Así acabó por decaer la aristocracia y por eso la más alta cima de aquella clase social levantó altos muros en tomo a sus palacios para protegerse de la contaminación popular. Mientras la aristocracia sucumbía, los Windsor mantenían a raya al pueblo a la puerte de palacio, entretenido con el cambio de la guardia. El heredero se casaría, si no como es debido, al menos como no era indeseable: una aristócrata. Nadie en la familia pudo prever que la jovencita Spencer venía contaminada por el virus de la populace y que, al casarse, deseaba contar ante todo con el amor de su marido. ¡Qué vulgaridad!, habría exclamado Sackville-West: esta niña, además de aspirar a la corona, pretende que su marido le sea fiel. Cosas, en verdad, de las que no se habla entre gentes de educación superior. Por razones históricas que guardan relación con el caracter mundano de la Monarquía española, con el hecho de que el Rey no sea 'hijo de rey, nuestras infantas son princesas secularizadas: no creen que la sangre real, ni la aristocrática, sea indispensable condición de su felicidad terrena. Su guía en este negocio, antes contemplado como un gran asunto de Estado, es de lo más prosaico; es el corazón. Lo que les pasa a ellas le ocurre a cualquiera: a la niña le gusta aquel chico y se va a casar con él, digan papá y mamá lo que quieran, porque en sociedades secularizadas, papá y mamá no se entrometen en los amores de las hijas, por muy infantas que sean.

La pregunta, ya se comprende, es inevitable y ha rondado la cabeza y, lo que es peor, los corazones de la gente con ocasión de la trágica muerte de la princesa expulsada de palacio: si la monarquía se seculariza del todo, ¿para qué sirve la monarquía? Dicho de forma directa: ¿puede el príncipe Carlos susurrar por teléfono a su querida Camilla imaginativas obscenidades sin arriesgar gravemente la continuidad de su familia en el trono de Inglaterra? Antes sí que habría podido, porque en todo caso sería rey por la gracia de Dios. Pero muerto Dios como referente último del orden inamovible de la historia, ¿quién perdonará al príncipe ser tan vulgar como el populacho?

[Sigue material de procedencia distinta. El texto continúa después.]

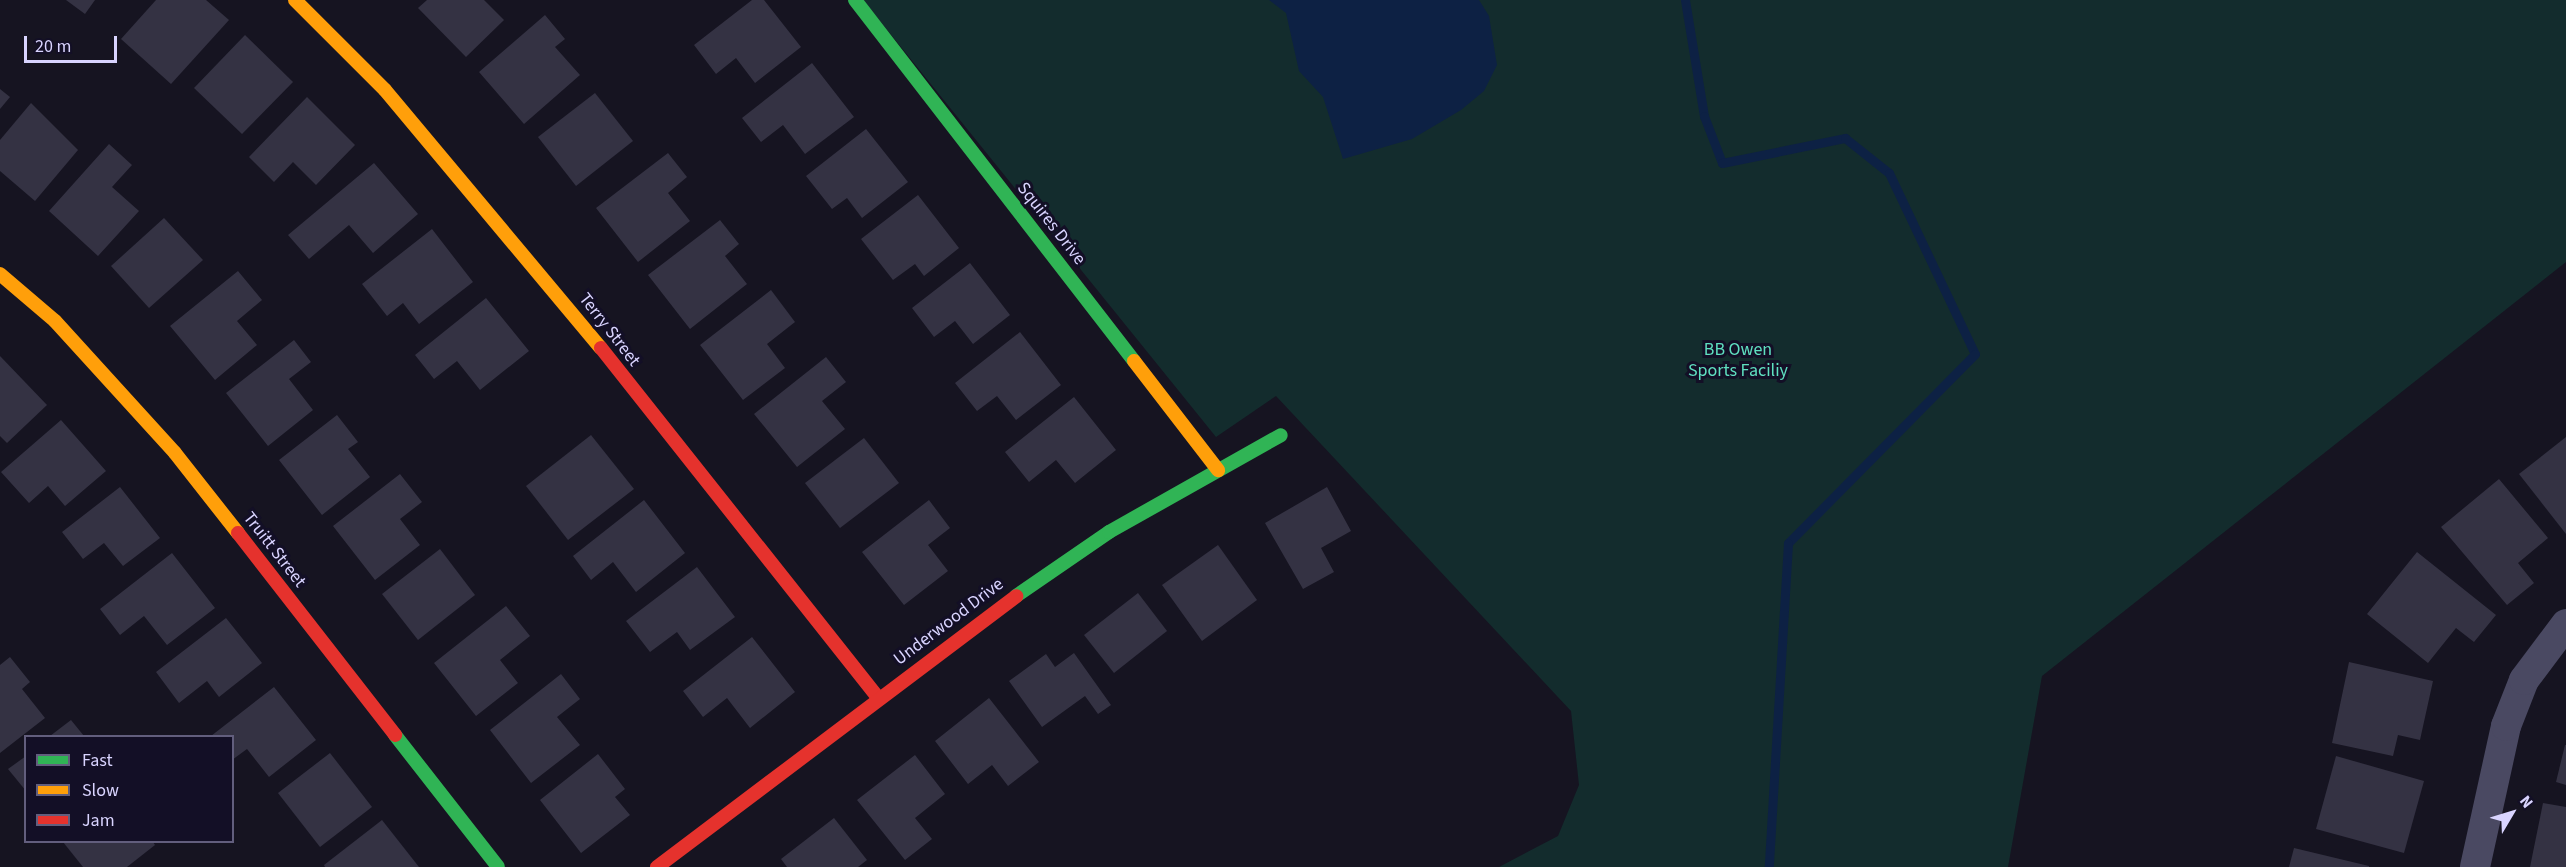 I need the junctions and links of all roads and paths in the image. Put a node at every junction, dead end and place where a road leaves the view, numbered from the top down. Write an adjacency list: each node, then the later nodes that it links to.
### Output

¡Qué lío! Príncipes y princesas, reyes y reinas, quieren ser como todo el mundo: salir con quien les plazca, casarse con el amor de su vida, hablar guarrerías por teléfono, tener amantes. Pero si los príncipes y los reyes consiguen ser como todo el mundo y el mundo está secularizado, ¿qué razón habría para que siguieran siendo príncipes y reyes? Vita Sackville-West no tenía respuesta para tan extemporánea pregunta.